In the 2012–13 and 2013–14 financial years, renewable energy accounted for 63-66 per cent of new CEFC contracted investments by value. In 2014–15, renewable energy accounted for only 38 per cent of new contracted investments. Leverage was also lower for renewable energy deals in 2014–15, compared with earlier years, reflecting subdued private sector interest and smaller deal sizes.
Across the CEFC portfolio, for each dollar of CEFC investment, the private sector has invested an average of $1.80. If other government funding is included, such as grants from ARENA, a total of $1.92 in additional funds have been mobilised for every $1 of CEFC investment.
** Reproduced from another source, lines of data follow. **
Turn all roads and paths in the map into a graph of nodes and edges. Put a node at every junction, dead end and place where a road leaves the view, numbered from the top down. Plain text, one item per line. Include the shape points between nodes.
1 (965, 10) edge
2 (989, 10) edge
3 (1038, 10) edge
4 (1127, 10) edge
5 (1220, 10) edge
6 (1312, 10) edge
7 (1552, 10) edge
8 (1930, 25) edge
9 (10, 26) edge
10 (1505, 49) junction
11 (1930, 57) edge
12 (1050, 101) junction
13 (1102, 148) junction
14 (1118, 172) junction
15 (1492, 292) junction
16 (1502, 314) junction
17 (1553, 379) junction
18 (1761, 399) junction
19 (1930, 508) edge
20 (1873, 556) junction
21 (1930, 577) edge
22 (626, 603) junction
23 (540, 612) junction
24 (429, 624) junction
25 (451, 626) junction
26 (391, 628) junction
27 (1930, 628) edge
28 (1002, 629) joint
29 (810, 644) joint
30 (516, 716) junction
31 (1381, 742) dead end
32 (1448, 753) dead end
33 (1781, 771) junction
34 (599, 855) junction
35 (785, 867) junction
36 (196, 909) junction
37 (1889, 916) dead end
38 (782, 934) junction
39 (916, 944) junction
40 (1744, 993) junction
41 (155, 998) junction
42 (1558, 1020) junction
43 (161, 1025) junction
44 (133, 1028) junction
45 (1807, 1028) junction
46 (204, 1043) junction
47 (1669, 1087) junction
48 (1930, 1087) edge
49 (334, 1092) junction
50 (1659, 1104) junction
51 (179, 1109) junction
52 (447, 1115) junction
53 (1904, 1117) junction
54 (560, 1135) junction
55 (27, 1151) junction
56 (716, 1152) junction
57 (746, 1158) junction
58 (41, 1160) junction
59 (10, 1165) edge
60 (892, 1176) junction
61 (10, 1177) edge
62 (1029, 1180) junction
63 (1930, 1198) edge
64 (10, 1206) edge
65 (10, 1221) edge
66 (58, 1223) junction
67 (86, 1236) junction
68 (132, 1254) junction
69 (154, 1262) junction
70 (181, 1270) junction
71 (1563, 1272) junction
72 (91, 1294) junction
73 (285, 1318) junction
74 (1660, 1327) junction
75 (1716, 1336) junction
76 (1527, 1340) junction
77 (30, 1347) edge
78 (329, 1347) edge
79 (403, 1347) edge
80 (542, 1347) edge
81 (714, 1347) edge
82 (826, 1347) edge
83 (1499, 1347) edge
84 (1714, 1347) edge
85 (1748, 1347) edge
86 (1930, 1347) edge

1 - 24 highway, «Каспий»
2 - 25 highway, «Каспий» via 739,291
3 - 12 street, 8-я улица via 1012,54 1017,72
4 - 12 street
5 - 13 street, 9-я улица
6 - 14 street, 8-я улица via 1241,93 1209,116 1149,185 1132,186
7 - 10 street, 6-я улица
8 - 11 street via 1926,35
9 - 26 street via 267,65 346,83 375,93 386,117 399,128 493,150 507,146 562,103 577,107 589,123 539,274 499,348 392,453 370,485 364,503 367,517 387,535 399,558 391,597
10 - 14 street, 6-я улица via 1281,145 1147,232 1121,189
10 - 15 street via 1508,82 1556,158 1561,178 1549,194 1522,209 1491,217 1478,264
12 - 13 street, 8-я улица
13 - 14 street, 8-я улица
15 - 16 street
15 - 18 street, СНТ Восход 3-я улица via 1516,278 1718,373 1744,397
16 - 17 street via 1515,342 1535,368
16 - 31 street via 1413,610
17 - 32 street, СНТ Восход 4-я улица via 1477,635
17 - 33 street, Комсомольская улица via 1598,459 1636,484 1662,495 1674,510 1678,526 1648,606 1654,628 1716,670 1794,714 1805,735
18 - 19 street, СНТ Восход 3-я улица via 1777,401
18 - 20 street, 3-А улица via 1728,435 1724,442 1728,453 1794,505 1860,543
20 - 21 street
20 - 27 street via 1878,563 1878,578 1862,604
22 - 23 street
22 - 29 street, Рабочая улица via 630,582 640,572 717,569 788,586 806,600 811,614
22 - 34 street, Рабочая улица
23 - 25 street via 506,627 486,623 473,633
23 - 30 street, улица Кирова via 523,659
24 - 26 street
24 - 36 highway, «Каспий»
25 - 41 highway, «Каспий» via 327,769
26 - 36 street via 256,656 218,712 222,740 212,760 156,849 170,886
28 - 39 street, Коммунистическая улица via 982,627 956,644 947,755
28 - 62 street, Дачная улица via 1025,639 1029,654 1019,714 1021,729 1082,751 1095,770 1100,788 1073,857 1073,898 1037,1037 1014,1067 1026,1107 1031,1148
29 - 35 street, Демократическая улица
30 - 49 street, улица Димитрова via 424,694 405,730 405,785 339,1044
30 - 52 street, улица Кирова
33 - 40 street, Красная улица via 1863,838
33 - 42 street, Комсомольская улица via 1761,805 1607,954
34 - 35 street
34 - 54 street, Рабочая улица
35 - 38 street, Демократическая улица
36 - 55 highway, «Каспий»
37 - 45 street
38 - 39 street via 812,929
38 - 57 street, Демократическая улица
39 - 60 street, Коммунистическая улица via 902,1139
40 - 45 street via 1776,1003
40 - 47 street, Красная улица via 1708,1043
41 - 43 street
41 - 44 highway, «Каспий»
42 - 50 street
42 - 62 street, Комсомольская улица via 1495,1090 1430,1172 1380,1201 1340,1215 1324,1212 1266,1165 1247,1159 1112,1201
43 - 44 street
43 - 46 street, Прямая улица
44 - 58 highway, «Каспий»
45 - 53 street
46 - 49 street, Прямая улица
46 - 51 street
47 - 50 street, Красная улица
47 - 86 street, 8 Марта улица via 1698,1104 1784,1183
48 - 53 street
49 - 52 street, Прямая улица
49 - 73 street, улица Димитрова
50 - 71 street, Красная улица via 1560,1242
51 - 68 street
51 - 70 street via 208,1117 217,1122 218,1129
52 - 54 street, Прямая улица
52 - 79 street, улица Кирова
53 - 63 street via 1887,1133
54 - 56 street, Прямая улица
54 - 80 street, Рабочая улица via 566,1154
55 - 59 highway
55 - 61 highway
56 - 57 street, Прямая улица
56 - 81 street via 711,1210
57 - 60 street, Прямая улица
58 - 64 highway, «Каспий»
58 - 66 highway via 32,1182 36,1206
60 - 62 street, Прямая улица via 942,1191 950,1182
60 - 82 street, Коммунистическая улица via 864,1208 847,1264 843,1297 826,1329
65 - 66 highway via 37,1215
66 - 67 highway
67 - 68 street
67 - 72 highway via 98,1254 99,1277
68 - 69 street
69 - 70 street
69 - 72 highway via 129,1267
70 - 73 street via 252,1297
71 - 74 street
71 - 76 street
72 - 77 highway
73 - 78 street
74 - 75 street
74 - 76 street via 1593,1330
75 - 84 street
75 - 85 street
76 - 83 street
Figure 9: CEFC investment leverage by finance type
At 30 June 2015 ($ of private sector investment for each $1 of CEFC investment)
Figure 10: Trend in private sector leverage for CEFC portfolio over time
($ of private sector investment for each $1 of CEFC investment annually at 30 June 2015)
Figure 11: CEFC portfolio shadow credit rating (SCR) by amount
|Shadow Credit Rating||Total CEFC investment ($m)||% of total portfolio|
At 30 June 2015
SCR figures rounded to nearest $m
Figure 12: CEFC portfolio shadow credit rating (SCR) by finance type
|Finance type*||CEFC PD weighted average shadow credit rating||% of total portfolio|
|Equity||(equity is unrated)||17%|
At 30 June 2015
Percentages rounded and may not equal 100%
Portfolio Shadow Credit Rating
As a key part of the CEFC's investment risk evaluation process, shadow credit ratings (SCRs) that align with the Standard & Poor's credit rating scale are assigned to each individual investment to determine the appropriate market pricing and estimate the likely probability of default.
On a weight average basis, by dollars invested, the CEFC's contracted investment portfolio of $999 million (excluding equity and at 30 June 2015) has an overall composite SCR of BB, unchanged from the prior year.